Assigned task - Give back each line of the listing below that contains the string "dead".

The input -
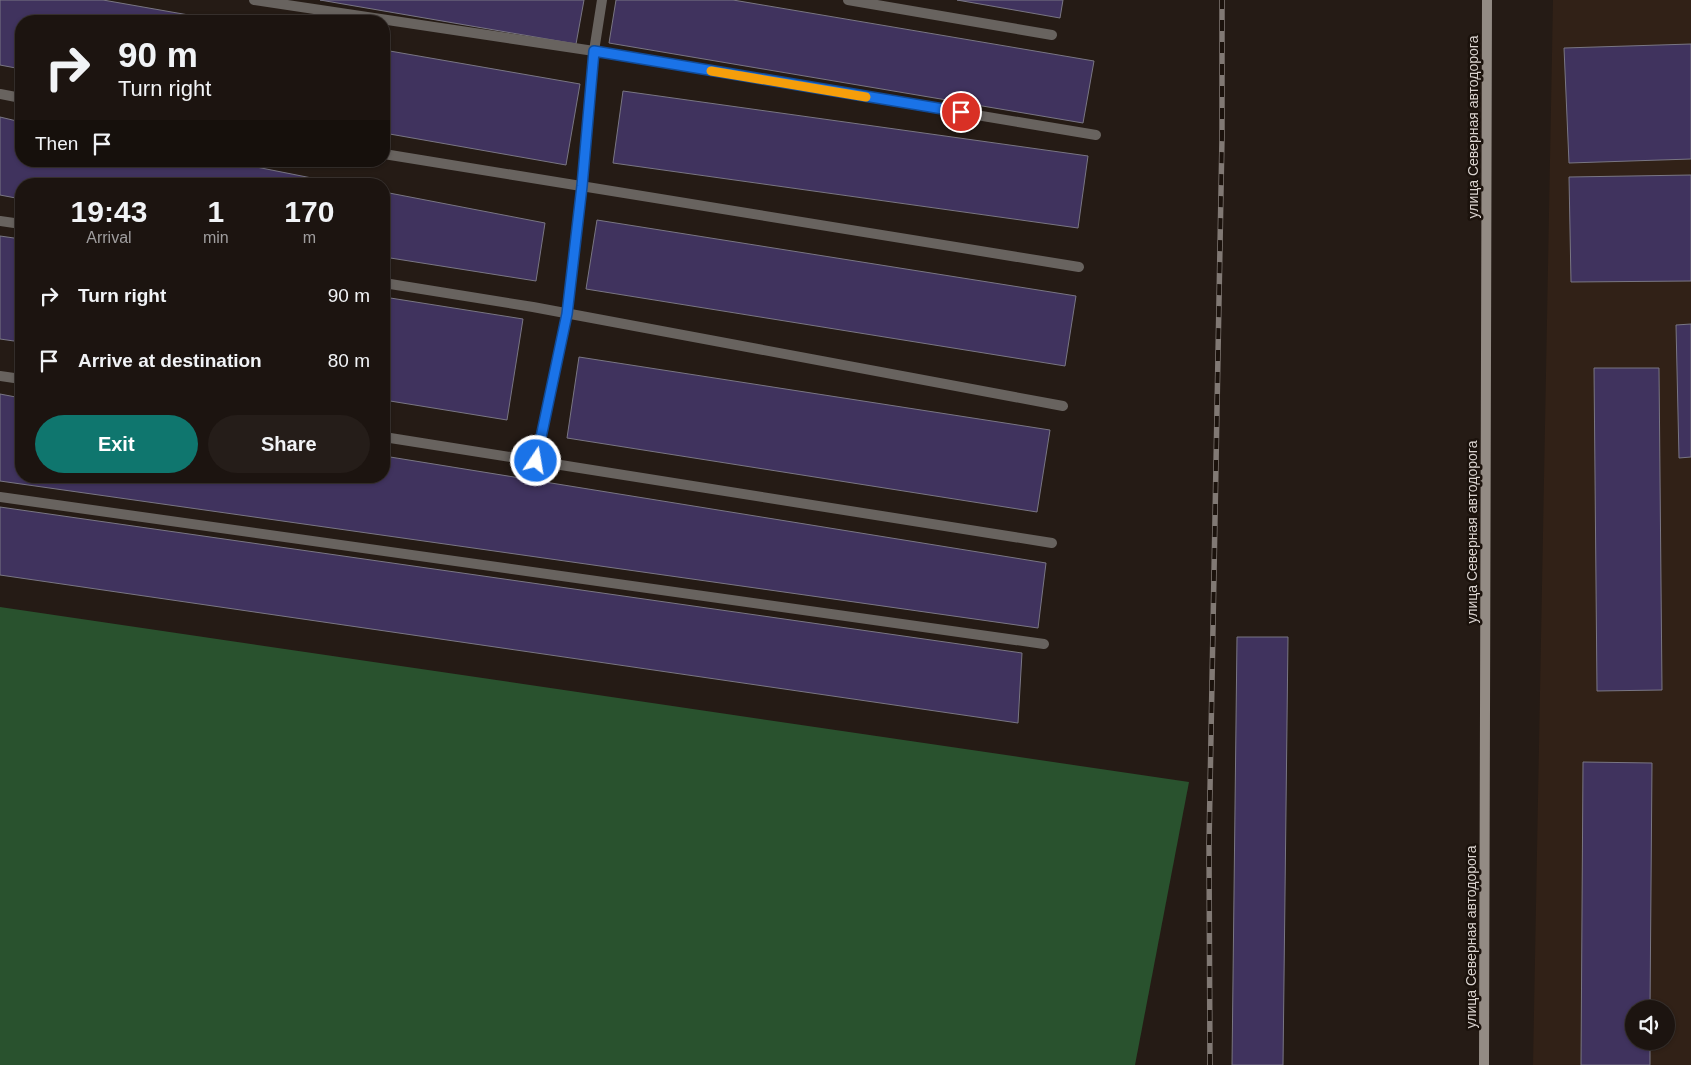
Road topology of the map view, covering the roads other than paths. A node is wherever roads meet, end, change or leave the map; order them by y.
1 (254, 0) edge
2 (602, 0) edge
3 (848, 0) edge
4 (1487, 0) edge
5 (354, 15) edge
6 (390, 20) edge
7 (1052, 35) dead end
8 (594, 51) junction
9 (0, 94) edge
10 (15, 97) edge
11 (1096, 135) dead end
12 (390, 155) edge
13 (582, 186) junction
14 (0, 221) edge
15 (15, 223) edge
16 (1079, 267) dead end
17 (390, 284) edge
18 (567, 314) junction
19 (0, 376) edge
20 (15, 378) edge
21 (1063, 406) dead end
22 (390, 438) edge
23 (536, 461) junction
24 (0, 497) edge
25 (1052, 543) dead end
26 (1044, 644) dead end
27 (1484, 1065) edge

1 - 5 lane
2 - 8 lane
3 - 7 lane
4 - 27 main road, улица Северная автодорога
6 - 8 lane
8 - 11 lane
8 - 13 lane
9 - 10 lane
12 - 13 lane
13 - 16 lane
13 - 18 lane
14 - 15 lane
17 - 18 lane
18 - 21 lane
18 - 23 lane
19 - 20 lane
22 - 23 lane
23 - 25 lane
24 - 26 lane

Solution for this task -
7 (1052, 35) dead end
11 (1096, 135) dead end
16 (1079, 267) dead end
21 (1063, 406) dead end
25 (1052, 543) dead end
26 (1044, 644) dead end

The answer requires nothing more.